**Problem description**
In the entries that follow, how many lines contain "کردستان"? Answer with the number only.
::: Dataset entries :::
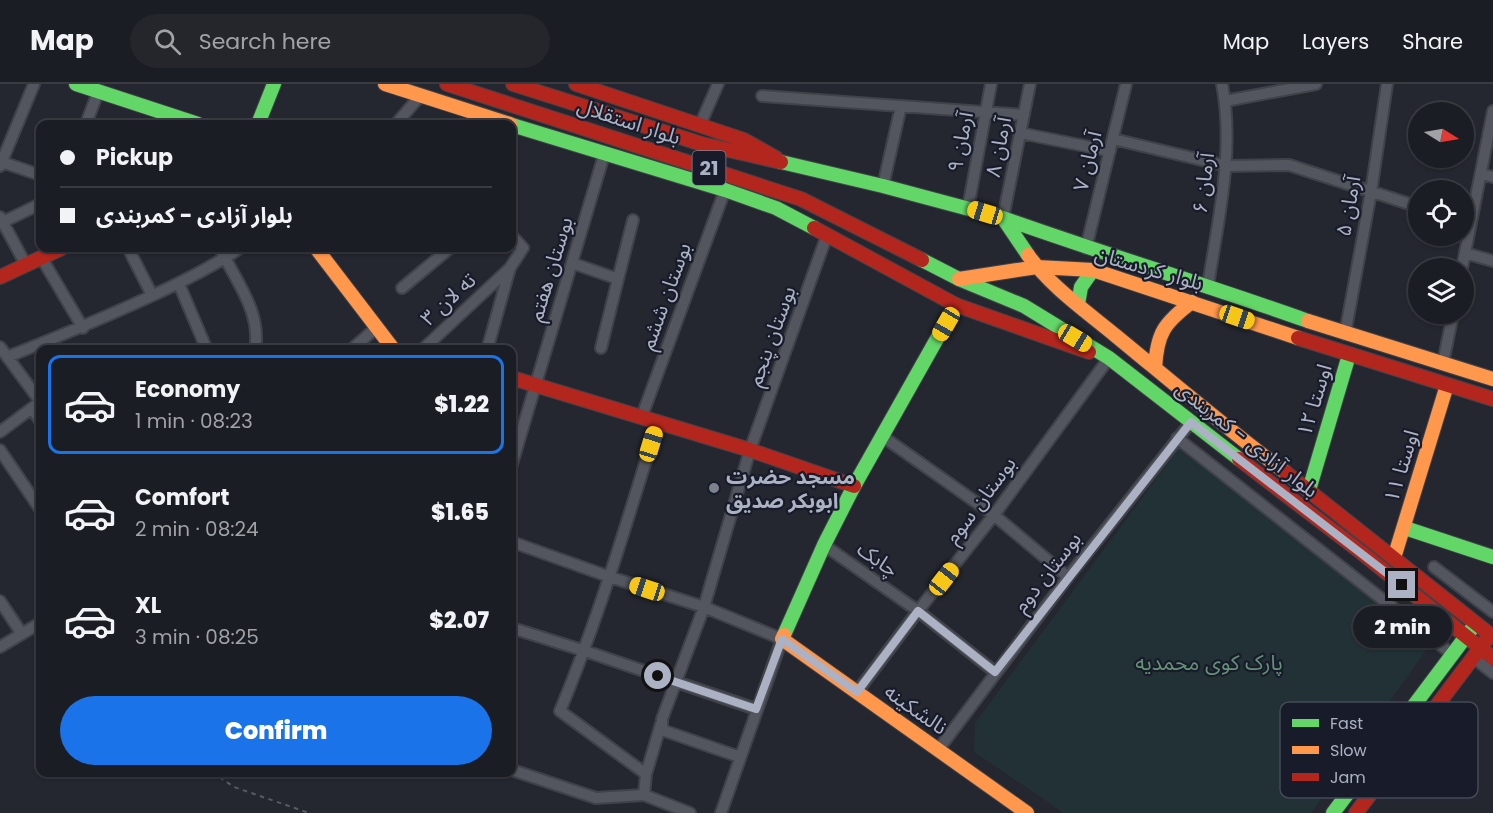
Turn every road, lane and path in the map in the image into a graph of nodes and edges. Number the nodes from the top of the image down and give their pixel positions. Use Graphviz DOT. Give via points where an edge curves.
graph roads {
  1 [pos="34,84"];
  2 [pos="76,84"];
  3 [pos="274,84"];
  4 [pos="447,84"];
  5 [pos="513,84"];
  6 [pos="576,84"];
  7 [pos="718,84"];
  8 [pos="991,84"];
  9 [pos="1030,84"];
  10 [pos="1126,84"];
  11 [pos="1222,84"];
  12 [pos="1316,84"];
  13 [pos="1387,84"];
  14 [pos="387,85"];
  15 [pos="607,89"];
  16 [pos="98,92"];
  17 [pos="420,96"];
  18 [pos="762,96"];
  19 [pos="1226,101"];
  20 [pos="901,106"];
  21 [pos="986,112"];
  22 [pos="1493,112"];
  23 [pos="1024,115"];
  24 [pos="88,120"];
  25 [pos="186,120"];
  26 [pos="260,120"];
  27 [pos="402,120"];
  28 [pos="495,120"];
  29 [pos="700,126"];
  30 [pos="516,127"];
  31 [pos="1020,133"];
  32 [pos="1113,139"];
  33 [pos="1110,151"];
  34 [pos="604,155"];
  35 [pos="784,162"];
  36 [pos="1,164"];
  37 [pos="1227,166"];
  38 [pos="36,174"];
  39 [pos="1480,174"];
  40 [pos="1493,177"];
  41 [pos="883,186"];
  42 [pos="725,190"];
  43 [pos="1371,192"];
  44 [pos="1474,196"];
  45 [pos="1408,204"];
  46 [pos="36,206"];
  47 [pos="968,208"];
  48 [pos="2,219"];
  49 [pos="1003,219"];
  50 [pos="633,220"];
  51 [pos="827,235"];
  52 [pos="516,240"];
  53 [pos="1465,246"];
  54 [pos="1086,248"];
  55 [pos="52,252"];
  56 [pos="130,252"];
  57 [pos="222,252"];
  58 [pos="235,252"];
  59 [pos="319,252"];
  60 [pos="445,252"];
  61 [pos="1465,253"];
  62 [pos="40,257"];
  63 [pos="1464,258"];
  64 [pos="225,259"];
  65 [pos="1493,261"];
  66 [pos="572,263"];
  67 [pos="26,265"];
  68 [pos="1037,267"];
  69 [pos="510,268"];
  70 [pos="1093,270"];
  71 [pos="0,277"];
  72 [pos="618,279"];
  73 [pos="959,279"];
  74 [pos="179,284"];
  75 [pos="1208,286"];
  76 [pos="402,288"];
  77 [pos="152,295"];
  78 [pos="1192,302"];
  79 [pos="1078,304"];
  80 [pos="956,305"];
  81 [pos="1451,324"];
  82 [pos="376,327"];
  83 [pos="82,328"];
  84 [pos="1345,334"];
  85 [pos="38,345"];
  86 [pos="205,345"];
  87 [pos="255,345"];
  88 [pos="356,345"];
  89 [pos="390,345"];
  90 [pos="427,345"];
  91 [pos="488,345"];
  92 [pos="36,346"];
  93 [pos="0,347"];
  94 [pos="601,348"];
  95 [pos="1349,355"];
  96 [pos="7,357"];
  97 [pos="1109,358"];
  98 [pos="1443,363"];
  99 [pos="1155,368"];
  100 [pos="516,379"];
  101 [pos="1493,379"];
  102 [pos="535,385"];
  103 [pos="1447,385"];
  104 [pos="1493,399"];
  105 [pos="36,401"];
  106 [pos="36,405"];
  107 [pos="642,416"];
  108 [pos="658,421"];
  109 [pos="1191,422"];
  110 [pos="0,432"];
  111 [pos="882,436"];
  112 [pos="1177,438"];
  113 [pos="0,450"];
  114 [pos="516,450"];
  115 [pos="750,450"];
  116 [pos="854,486"];
  117 [pos="1309,490"];
  118 [pos="36,503"];
  119 [pos="994,515"];
  120 [pos="1405,528"];
  121 [pos="516,543"];
  122 [pos="824,545"];
  123 [pos="1493,557"];
  124 [pos="1394,558"];
  125 [pos="1434,567"];
  126 [pos="610,577"];
  127 [pos="1068,577"];
  128 [pos="0,601"];
  129 [pos="704,607"];
  130 [pos="918,611"];
  131 [pos="1493,612"];
  132 [pos="1475,623"];
  133 [pos="36,625"];
  134 [pos="516,629"];
  135 [pos="22,634"];
  136 [pos="1466,636"];
  137 [pos="1492,636"];
  138 [pos="782,639"];
  139 [pos="0,647"];
  140 [pos="585,651"];
  141 [pos="1477,653"];
  142 [pos="1452,654"];
  143 [pos="1493,658"];
  144 [pos="995,672"];
  145 [pos="1493,673"];
  146 [pos="676,682"];
  147 [pos="857,692"];
  148 [pos="1416,702"];
  149 [pos="1440,702"];
  150 [pos="756,709"];
  151 [pos="662,724"];
  152 [pos="938,750"];
  153 [pos="742,753"];
  154 [pos="516,771"];
  155 [pos="646,774"];
  156 [pos="219,777"];
  157 [pos="644,795"];
  158 [pos="1344,798"];
  159 [pos="1367,798"];
  160 [pos="309,813"];
  161 [pos="690,813"];
  162 [pos="721,813"];
  163 [pos="1027,813"];
  164 [pos="1333,813"];
  165 [pos="1356,813"];
  1 -- 36 [label="street"];
  2 -- 16 [label="main road"];
  3 -- 26 [label="main road"];
  4 -- 73 [label="main road, بلوار استقلال / 21" via="801,199"];
  5 -- 35 [label="main road, بلوار استقلال / 21" via="702,144"];
  6 -- 15 [label="main road"];
  7 -- 29 [label="street"];
  8 -- 21 [label="street, آرمان ۹"];
  9 -- 23 [label="street, آرمان ۸"];
  10 -- 32 [label="street, آرمان ۷"];
  11 -- 19 [label="street, آرمان ۶"];
  12 -- 19 [label="street"];
  13 -- 43 [label="street, آرمان ۵"];
  14 -- 17 [label="main road"];
  15 -- 29 [label="main road"];
  16 -- 24 [label="street"];
  16 -- 25 [label="main road"];
  17 -- 27 [label="street"];
  17 -- 28 [label="main road"];
  18 -- 20 [label="street"];
  19 -- 37 [label="street, آرمان ۶"];
  20 -- 21 [label="street"];
  20 -- 41 [label="street"];
  21 -- 23 [label="street"];
  21 -- 47 [label="street, آرمان ۹"];
  22 -- 39 [label="street"];
  23 -- 31 [label="street, آرمان ۸"];
  29 -- 35 [label="main road" via="744,140"];
  30 -- 34 [label="main road"];
  31 -- 33 [label="street"];
  31 -- 49 [label="street, آرمان ۸"];
  32 -- 33 [label="street, آرمان ۷"];
  32 -- 37 [label="street"];
  33 -- 54 [label="street, آرمان ۷"];
  34 -- 42 [label="main road"];
  34 -- 66 [label="street, بوستان هفتم"];
  35 -- 41 [label="main road, بلوار استقلال / 21"];
  36 -- 38 [label="street"];
  37 -- 43 [label="street" via="1288,165"];
  37 -- 75 [label="street, آرمان ۶"];
  39 -- 40 [label="street"];
  39 -- 44 [label="street"];
  41 -- 47 [label="main road, بلوار استقلال / 21"];
  42 -- 51 [label="main road" via="776,208"];
  42 -- 107 [label="street, بوستان ششم"];
  43 -- 45 [label="street"];
  43 -- 84 [label="street, آرمان ۵"];
  46 -- 48 [label="street"];
  47 -- 49 [label="main road, بلوار استقلال / 21"];
  48 -- 67 [label="street"];
  49 -- 54 [label="main road, بلوار کردستان"];
  49 -- 68 [label="main road, بلوار آزادی - کمربندی"];
  50 -- 72 [label="street"];
  51 -- 80 [label="main road"];
  51 -- 115 [label="street, بوستان پنجم"];
  52 -- 69 [label="street, ته لان ۳" via="523,248"];
  53 -- 61 [label="street"];
  54 -- 75 [label="main road, بلوار کردستان"];
  55 -- 62 [label="main road"];
  56 -- 77 [label="street"];
  57 -- 64 [label="street"];
  58 -- 64 [label="street"];
  59 -- 82 [label="main road"];
  60 -- 76 [label="street"];
  61 -- 63 [label="street"];
  61 -- 65 [label="street"];
  62 -- 67 [label="main road"];
  62 -- 83 [label="street"];
  64 -- 74 [label="street"];
  64 -- 87 [label="street" via="254,318"];
  66 -- 72 [label="street"];
  66 -- 102 [label="street, بوستان هفتم"];
  67 -- 71 [label="main road"];
  68 -- 70 [label="main road, بلوار کردستان"];
  68 -- 73 [label="main road, بلوار کردستان"];
  68 -- 79 [label="main road, بلوار آزادی - کمربندی"];
  69 -- 90 [label="street, ته لان ۳"];
  69 -- 91 [label="street"];
  70 -- 78 [label="main road, بلوار کردستان"];
  70 -- 79 [label="main road" via="1080,287"];
  72 -- 94 [label="street"];
  73 -- 97 [label="main road, بلوار آزادی - کمربندی / 21" via="1024,306"];
  74 -- 77 [label="street"];
  74 -- 86 [label="street"];
  75 -- 84 [label="main road, بلوار کردستان"];
  77 -- 83 [label="street"];
  78 -- 95 [label="main road, بلوار کردستان"];
  78 -- 99 [label="main road" via="1160,331"];
  79 -- 99 [label="main road, بلوار آزادی - کمربندی"];
  80 -- 97 [label="main road"];
  80 -- 111 [label="main road"];
  81 -- 98 [label="street"];
  82 -- 88 [label="street"];
  82 -- 89 [label="main road"];
  83 -- 85 [label="street"];
  84 -- 98 [label="main road, بلوار کردستان"];
  92 -- 96 [label="street"];
  93 -- 96 [label="street"];
  95 -- 103 [label="main road, بلوار کردستان"];
  95 -- 117 [label="main road, اوستا ۱۲"];
  96 -- 105 [label="street"];
  97 -- 109 [label="main road, بلوار آزادی - کمربندی / 21"];
  97 -- 119 [label="street, بوستان سوم"];
  98 -- 101 [label="main road, بلوار کردستان"];
  99 -- 117 [label="main road, بلوار آزادی - کمربندی"];
  100 -- 102 [label="main road"];
  102 -- 107 [label="main road"];
  102 -- 114 [label="street, بوستان هفتم"];
  103 -- 104 [label="main road, بلوار کردستان"];
  103 -- 120 [label="main road, اوستا ۱۱"];
  106 -- 110 [label="street"];
  107 -- 108 [label="main road"];
  108 -- 115 [label="main road"];
  108 -- 126 [label="street"];
  109 -- 112 [label="street, بوستان دوم"];
  109 -- 136 [label="main road, بلوار آزادی - کمربندی / 21"];
  111 -- 116 [label="main road"];
  111 -- 119 [label="street"];
  112 -- 127 [label="street, بوستان دوم"];
  112 -- 142 [label="street"];
  113 -- 118 [label="street"];
  115 -- 116 [label="main road"];
  115 -- 129 [label="street, بوستان پنجم"];
  116 -- 122 [label="main road"];
  117 -- 124 [label="main road, بلوار آزادی - کمربندی"];
  119 -- 127 [label="street"];
  119 -- 130 [label="street, بوستان سوم"];
  120 -- 123 [label="main road"];
  120 -- 124 [label="main road, اوستا ۱۱"];
  121 -- 126 [label="street"];
  122 -- 130 [label="street, چابک"];
  122 -- 138 [label="main road"];
  124 -- 132 [label="main road, بلوار آزادی - کمربندی"];
  125 -- 131 [label="street"];
  126 -- 129 [label="street"];
  126 -- 140 [label="street"];
  127 -- 144 [label="street, بوستان دوم"];
  128 -- 135 [label="street"];
  129 -- 138 [label="street"];
  129 -- 146 [label="street, بوستان پنجم"];
  130 -- 144 [label="street, چابک"];
  130 -- 147 [label="street, بوستان سوم"];
  132 -- 136 [label="main road"];
  132 -- 137 [label="main road, بلوار آزادی - کمربندی"];
  133 -- 135 [label="street"];
  134 -- 140 [label="street"];
  135 -- 139 [label="street"];
  136 -- 141 [label="main road, بلوار آزادی - کمربندی / 21"];
  136 -- 142 [label="main road"];
  137 -- 141 [label="main road"];
  138 -- 147 [label="main road, نالشکینه"];
  138 -- 150 [label="street"];
  140 -- 146 [label="street"];
  140 -- 155 [label="street" via="560,711"];
  141 -- 143 [label="main road, بلوار آزادی - کمربندی / 21"];
  141 -- 145 [label="street"];
  141 -- 149 [label="main road"];
  142 -- 148 [label="main road"];
  144 -- 152 [label="street, بوستان دوم"];
  146 -- 150 [label="street"];
  146 -- 151 [label="street, بوستان پنجم"];
  147 -- 152 [label="main road, نالشکینه"];
  150 -- 153 [label="street"];
  151 -- 153 [label="street" via="665,731 737,756"];
  151 -- 155 [label="street, بوستان پنجم"];
  152 -- 163 [label="main road, نالشکینه"];
  153 -- 162 [label="street"];
  154 -- 157 [label="street" via="596,798"];
  155 -- 157 [label="street, بوستان پنجم"];
  156 -- 160 [label="path" via="234,788"];
  157 -- 161 [label="street"];
  158 -- 164 [label="main road"];
  159 -- 165 [label="main road"];
}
:::
**Your response**
11